The government has told the families of the Nottingham attack victim that it will delay mental health reforms following a damning report into the treatment of Valdo Kallokane in the years before the murder.
Dr Sanjoy Kumar, whose daughter Grace O’Malley Kumar was one of the three people killed in the attack, said the health minister had told families that mental health reforms would be delayed.
“Health Minister Wes Streeting has promised to delay changes to the Mental Health Act,” Kumar told Sky News on Tuesday. “He has promised he can work with the people who are working on the legislation. Change is needed. We need to pause for a moment and really look at what is safe for the public.”
In the King’s Speech in July, the government revealed plans to “modernise” mental health law which applies in England and Wales, giving patients “greater choice, autonomy, rights and support”.
The bill also included plans to amend detention standards so that people can only be detained under the law if they pose a risk of serious harm, and to shorten detention periods.
The government also said it would “give patients a stronger voice” by giving legal weight to their right to be involved in their treatment plans and to make choices or object.
“We want to get the mental health law right,” Kumar said, “and it’s not about taking away people’s freedom.”
“This is about holding accountable clinicians who put these people out on the street,” he said. “Psychiatrists who put dangerous people out on the street should be held accountable for putting that patient out without a comprehensive risk assessment. We sincerely hope to be able to work collaboratively with Wes Streeting, who certainly has the will and the intent to get this right.”
Streeting said he wanted to change the law in a way that “strikes the right balance, recognising that there are people who are currently able to live safely in their communities but whose freedoms are being taken away, while others need better and more rigorous oversight to ensure that people like Mr. Kalokane do not pose danger or death to others on the streets.”
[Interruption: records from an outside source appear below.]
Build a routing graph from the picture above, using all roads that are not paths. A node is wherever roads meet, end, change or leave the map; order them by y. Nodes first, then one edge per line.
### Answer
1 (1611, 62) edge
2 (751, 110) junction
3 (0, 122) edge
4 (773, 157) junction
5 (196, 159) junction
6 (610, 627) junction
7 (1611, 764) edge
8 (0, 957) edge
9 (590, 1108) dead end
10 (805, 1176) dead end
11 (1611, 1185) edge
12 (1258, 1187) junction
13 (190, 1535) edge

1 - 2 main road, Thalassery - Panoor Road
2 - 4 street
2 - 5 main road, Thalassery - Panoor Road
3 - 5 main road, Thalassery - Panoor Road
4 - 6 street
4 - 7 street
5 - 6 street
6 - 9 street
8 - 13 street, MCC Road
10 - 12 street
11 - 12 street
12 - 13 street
Karokane, who was diagnosed with paranoid schizophrenia, killed three people – O’Malley Kumar, Barnaby Webber and Ian Coates – in Nottingham in the early hours of June 13 last year, and also hit three pedestrians with a van, seriously injuring three others.
A Care Quality Commission (CQC) investigation into the mental health care Mr Kalokane received in the years before the murder found there was a “series of errors, omissions and misjudgments” in his treatment.
This included a risk assessment that “downplayed or omitted” important details such as the seriousness of the risk to others, and choosing not to administer his medication by depot injection, a sustained release medicine, because he himself had not taken it.
The CQC said Kalokane frequently refused to take his medication while at home and “showed little understanding or acceptance of his condition”.
The report criticised the doctors’ failure to assess whether Kalokane was in a position to make decisions about his own treatment, saying his psychotic symptoms “would have impaired their ability to assess the information regarding the need for antipsychotic treatment and the risks of withdrawing treatment”.
Kalokane refused Depo injections and treatment and frequently cancelled medical appointments.
Responding to the CQC report, Mr Streeting said: “I want to assure myself and the country that the failings identified in Nottinghamshire are not repeated elsewhere. I hope that the findings and recommendations of this report will be considered and applied across the country so that no other family has to go through the unimaginable suffering that the families of Barnaby, Grace and Ian are experiencing.”